L’altra parte è il modo in cui si viene pagati. Volete la provocazione? Eccola. Io sono il primo giornalista italiano (non credo che sarò facilmente smentito) il quale è stato pagato per un servizio, in particolare modo per una consulenza, con un bancomat. Si, parlo proprio di un POS per la carta di credito, che chiunque può utilizzare.
Prima che inizino le pernacchie vi assicuro che non esistono elementi ostativi a questo tipo di pagamento per un libero professionista. Diciamolo: il freelance che esegue un’opera dell’ingegno e la consegna al cliente, con tutte le verifiche del caso, va pagato subito. Dobbiamo finirla con questo malcostume allucinante del pagamento dilazionato vista l’immaterialità del bene. Sinceramente, facendo un po’ di autocritica anche ai giornalisti stessi, dovremmo finirla di cedere i nostri lavori a prezzi che sono inferiori a quelli percepiti dalla baby sitter di nostro figlio. È uno schiaffo anche alla nostra dignità personale: meglio cambiare lavoro.
Tornando alla mia provocazione, posso confermare di averla provata in prima persona dando lezioni di mobile journalism a una collega che gradiva aggiornarsi su questi temi. Sono molte le aziende che forniscono questi hardware facilmente collegabili al telefonino i quali emettono anche la fattura adeguata. Io ho utilizzato Sumup, un’azienda tedesca che chiede commissioni un po’ alte per la transazione, ma non chiede canoni o vingoli. Comunque dalle banche alla posta le opportunità sono innumerevoli e danno la speranza tangibile di poter instaurare anche questa dinamica innovativa del rapporto con il cliente. Dopo la giornata passata con la collega, quindi, ho estratto il mio Pos, ho digitato il dovuto, ho emesso ricevuta elettronica e poi fattura subito dopo. Io ho fatto un servizio, lei ne ha goduto, lei mi ha pagato.

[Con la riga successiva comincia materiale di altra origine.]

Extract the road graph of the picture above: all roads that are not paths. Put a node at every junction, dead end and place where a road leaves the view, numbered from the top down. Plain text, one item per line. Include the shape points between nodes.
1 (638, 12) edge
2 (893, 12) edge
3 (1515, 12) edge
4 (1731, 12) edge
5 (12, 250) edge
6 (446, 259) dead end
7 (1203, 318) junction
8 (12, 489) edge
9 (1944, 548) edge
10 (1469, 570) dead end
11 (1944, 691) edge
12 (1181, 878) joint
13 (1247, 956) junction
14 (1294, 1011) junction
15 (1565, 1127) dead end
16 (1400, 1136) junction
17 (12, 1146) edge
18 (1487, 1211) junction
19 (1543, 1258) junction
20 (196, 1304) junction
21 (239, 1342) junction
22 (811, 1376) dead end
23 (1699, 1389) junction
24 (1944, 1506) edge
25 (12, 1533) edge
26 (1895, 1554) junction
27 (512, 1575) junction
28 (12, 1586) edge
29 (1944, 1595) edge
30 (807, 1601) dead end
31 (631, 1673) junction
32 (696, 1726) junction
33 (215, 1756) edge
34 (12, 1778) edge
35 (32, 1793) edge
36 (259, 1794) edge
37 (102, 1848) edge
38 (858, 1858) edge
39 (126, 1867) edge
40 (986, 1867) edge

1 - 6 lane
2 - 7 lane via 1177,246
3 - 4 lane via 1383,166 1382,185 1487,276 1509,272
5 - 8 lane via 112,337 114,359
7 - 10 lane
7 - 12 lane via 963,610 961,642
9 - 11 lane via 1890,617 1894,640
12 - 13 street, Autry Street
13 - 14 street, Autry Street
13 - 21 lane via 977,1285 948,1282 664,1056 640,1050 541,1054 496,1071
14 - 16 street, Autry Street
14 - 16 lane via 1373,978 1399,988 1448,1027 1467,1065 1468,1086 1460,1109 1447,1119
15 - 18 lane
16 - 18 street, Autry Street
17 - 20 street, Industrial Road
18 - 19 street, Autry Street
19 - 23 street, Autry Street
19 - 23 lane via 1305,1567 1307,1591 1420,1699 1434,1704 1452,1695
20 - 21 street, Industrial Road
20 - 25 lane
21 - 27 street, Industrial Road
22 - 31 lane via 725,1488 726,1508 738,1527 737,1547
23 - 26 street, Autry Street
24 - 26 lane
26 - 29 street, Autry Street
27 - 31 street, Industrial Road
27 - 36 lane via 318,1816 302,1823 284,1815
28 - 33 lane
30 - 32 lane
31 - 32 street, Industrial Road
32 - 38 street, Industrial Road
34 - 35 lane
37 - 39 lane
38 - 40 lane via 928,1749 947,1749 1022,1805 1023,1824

Ora ci possiamo scatenare in polemiche, spaccare il capello in quattro, parlare di valori e di deontologia, di editori e di giornalisti, di sindacati e istituzioni. Io propongo vie alternative che riportino al centro la necessità di un equo compenso per chi fa questo bistrattato lavoro e che non passi dall’obbligo, ma dalla ricostruzione del rapporto di collaborazione giornalisti-testate e da nuove modalità di pagamento. Si può fare, io l’ho fatto.